> Work instruction: Every line containing the word "rect" must be pulled from the records.

> Records provided:
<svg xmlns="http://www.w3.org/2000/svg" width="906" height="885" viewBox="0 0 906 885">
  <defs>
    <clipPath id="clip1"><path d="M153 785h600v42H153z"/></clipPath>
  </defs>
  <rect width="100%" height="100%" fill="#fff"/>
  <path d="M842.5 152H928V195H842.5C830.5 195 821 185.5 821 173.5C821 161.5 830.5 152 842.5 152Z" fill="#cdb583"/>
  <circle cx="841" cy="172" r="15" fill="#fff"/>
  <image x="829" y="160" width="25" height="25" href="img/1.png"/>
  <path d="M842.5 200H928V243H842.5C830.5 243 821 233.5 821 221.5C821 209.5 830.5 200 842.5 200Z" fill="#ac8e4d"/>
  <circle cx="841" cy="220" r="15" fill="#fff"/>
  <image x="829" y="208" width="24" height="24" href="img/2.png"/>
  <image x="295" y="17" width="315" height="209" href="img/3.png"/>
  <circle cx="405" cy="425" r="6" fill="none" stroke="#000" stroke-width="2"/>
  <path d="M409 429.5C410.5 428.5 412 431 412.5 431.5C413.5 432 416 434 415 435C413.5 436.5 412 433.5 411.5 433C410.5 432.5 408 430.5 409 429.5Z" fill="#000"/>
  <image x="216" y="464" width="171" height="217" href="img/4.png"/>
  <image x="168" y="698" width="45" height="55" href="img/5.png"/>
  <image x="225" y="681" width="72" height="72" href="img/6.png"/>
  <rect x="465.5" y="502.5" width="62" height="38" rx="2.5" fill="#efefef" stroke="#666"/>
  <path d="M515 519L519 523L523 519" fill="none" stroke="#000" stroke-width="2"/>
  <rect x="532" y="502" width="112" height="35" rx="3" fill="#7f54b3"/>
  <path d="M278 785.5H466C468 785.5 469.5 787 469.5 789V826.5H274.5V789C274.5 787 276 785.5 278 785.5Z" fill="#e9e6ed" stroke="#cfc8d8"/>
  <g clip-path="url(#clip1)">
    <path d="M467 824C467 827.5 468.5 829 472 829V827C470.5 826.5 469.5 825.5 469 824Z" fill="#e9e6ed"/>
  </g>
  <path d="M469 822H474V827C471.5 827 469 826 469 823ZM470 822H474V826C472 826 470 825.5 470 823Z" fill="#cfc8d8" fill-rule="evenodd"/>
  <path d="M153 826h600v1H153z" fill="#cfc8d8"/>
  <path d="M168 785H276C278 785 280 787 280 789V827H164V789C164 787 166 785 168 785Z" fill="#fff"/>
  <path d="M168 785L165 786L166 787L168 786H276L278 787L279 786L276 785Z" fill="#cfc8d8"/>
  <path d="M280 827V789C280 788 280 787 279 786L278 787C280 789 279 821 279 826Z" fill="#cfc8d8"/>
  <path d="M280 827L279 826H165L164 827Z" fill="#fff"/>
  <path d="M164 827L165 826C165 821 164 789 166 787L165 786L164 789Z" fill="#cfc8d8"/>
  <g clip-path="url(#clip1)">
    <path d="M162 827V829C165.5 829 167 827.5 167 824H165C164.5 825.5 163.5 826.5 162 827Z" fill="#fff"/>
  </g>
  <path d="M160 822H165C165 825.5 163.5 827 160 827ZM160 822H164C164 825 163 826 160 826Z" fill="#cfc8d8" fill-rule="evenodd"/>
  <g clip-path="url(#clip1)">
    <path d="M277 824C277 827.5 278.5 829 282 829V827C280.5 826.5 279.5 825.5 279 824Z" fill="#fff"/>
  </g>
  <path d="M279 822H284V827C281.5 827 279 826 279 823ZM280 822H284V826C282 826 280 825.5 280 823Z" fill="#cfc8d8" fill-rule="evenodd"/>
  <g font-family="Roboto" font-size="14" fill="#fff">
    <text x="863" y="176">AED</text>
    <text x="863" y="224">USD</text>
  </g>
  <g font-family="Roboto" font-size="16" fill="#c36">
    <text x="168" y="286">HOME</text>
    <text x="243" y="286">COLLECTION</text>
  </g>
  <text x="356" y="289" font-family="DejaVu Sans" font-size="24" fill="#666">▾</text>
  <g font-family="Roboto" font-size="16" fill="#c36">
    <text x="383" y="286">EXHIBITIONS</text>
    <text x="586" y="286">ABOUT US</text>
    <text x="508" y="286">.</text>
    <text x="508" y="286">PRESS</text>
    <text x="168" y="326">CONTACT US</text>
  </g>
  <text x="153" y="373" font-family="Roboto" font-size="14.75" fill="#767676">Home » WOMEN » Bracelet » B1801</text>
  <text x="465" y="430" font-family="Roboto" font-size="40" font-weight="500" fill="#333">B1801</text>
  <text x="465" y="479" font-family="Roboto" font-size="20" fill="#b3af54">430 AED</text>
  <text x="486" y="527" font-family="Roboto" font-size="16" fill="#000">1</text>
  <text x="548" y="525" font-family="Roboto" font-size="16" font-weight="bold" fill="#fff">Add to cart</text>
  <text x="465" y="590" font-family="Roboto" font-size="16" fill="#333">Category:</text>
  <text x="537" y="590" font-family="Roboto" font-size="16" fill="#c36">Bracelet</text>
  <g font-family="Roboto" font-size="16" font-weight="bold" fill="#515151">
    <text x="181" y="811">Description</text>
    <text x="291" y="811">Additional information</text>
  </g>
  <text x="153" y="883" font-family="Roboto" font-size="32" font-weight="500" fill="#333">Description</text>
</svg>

> Reply:
  <rect width="100%" height="100%" fill="#fff"/>
  <rect x="465.5" y="502.5" width="62" height="38" rx="2.5" fill="#efefef" stroke="#666"/>
  <rect x="532" y="502" width="112" height="35" rx="3" fill="#7f54b3"/>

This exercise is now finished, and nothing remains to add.